Legal Question in Business Law in California

A woman accidentally hit my vehicle and caused it damage. I obtained repair estimates. I then sued for my damages in a small claims court. At the trial, the court ruled that my lawsuit was premature and that I did not have a cause of action against the defendant because I did not first contact her insurance company. The judge dismissed my case without prejudice, so I lost $119 in filing and service fees because of this ruling and now I have to refile my case.

Is the judge's ruling correct? Is a plaintiff legally required to contact a defendant's insurance company in order to have a cause of action against a defendant for property damage? Or is contacting the defendant itself sufficient?

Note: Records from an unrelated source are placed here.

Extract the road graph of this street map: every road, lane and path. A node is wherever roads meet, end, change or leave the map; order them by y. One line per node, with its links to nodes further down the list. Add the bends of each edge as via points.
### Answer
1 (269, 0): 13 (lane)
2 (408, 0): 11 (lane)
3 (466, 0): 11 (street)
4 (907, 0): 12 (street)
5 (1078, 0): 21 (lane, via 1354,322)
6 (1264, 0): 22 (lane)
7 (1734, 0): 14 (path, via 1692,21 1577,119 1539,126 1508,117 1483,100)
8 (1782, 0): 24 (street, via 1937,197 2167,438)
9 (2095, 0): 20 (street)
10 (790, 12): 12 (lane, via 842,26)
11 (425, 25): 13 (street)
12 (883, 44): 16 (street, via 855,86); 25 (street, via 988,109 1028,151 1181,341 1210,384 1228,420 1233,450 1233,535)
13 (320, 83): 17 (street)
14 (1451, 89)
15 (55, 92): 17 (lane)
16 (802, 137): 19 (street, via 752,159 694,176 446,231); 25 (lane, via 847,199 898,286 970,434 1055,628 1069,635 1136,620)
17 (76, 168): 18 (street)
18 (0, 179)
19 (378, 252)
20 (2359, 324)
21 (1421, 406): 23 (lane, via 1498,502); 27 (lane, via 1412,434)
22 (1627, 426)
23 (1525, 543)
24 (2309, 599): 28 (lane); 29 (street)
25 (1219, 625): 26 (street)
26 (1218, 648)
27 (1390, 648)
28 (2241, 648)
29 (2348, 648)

As far as I know, there is no law that states that a plaintiff is required to contact a defendant's insurance company in order to have a cause of action for property damage against a defendant. Therefore, I believe the judge's ruling is in error. Contacting the defendant is sufficient, is it not? Or is the judge correct that a plaintiff must also contact a defendant's insurance company before a plaintiff has a cause of action against a defendant for property damage?

It is my opinion that there is no requirement to contact the defendant's insurance company, and that contacting only the defendant is sufficient. If the defendant does not pay after being contacted, that is sufficient in itself for a cause of action for property damage. I do not have any obligation to go further by contacting the insurance company.

The reason I did not contact the insurance company is because I hate dealing with insurance companies. It is easier for me to sue a defendant in a small claims court than it is to deal with these crooked insurance companies. Easier that is, until this court's ruling.....

Is the judge correct that a plaintiff must also contact a defendant's insurance company before a plaintiff has a cause of action against a defendant for property damage? Or is contacting the defendant itself sufficient? What's the law on this?

I've seen judges make legal mistakes before, so I thought I'd ask Lawguru to see if there is such a requirement to contact a defendant's insurance company, and not just a defendant itself.


Asked on 9/12/12, 2:16 am

3 Answers from Attorneys

Edward Hoffman Law Offices of Edward A. Hoffman

You're right and the judge was wrong. Your claim is against the other driver, not her insurance company. She's the one who is responsible for telling the insurer about your claim. The insurer owes a duty to her and not to you, since she's the one it has a contract with.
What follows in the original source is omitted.